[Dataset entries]
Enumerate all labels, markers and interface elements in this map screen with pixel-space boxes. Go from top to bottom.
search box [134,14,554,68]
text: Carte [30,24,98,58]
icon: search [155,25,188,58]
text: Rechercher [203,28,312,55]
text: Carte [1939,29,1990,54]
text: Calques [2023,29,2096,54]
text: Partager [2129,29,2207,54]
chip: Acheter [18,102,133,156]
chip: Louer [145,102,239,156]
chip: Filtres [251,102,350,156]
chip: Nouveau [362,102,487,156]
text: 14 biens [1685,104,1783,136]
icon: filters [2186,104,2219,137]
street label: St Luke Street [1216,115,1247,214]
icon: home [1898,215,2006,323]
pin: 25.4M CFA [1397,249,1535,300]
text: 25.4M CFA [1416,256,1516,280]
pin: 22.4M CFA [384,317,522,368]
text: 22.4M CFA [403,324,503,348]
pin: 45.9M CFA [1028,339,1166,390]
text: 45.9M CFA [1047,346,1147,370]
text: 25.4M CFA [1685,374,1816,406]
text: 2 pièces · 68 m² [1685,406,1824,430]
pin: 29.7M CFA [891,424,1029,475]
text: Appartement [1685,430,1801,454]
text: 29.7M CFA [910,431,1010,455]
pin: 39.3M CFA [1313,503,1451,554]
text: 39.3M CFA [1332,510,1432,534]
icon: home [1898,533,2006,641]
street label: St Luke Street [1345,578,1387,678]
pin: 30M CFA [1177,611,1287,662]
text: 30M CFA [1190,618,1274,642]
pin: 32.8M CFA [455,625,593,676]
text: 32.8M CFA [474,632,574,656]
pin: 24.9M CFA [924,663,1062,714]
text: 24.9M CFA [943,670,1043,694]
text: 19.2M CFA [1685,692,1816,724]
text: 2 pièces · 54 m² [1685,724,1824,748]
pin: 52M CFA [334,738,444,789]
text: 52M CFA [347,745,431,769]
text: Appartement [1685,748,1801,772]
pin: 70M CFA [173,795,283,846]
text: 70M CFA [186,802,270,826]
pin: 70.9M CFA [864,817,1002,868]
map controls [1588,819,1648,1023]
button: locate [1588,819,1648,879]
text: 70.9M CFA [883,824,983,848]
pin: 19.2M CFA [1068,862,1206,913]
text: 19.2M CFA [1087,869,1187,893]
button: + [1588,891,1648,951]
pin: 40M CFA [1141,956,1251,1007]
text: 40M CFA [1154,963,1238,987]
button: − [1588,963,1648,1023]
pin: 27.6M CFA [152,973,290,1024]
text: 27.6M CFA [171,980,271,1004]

» **TASK TO COMPLETE**
Look through the lines above and collect those with the word "Carte".

» **RESULT OF THE EXERCISE**
text: Carte [30,24,98,58]
text: Carte [1939,29,1990,54]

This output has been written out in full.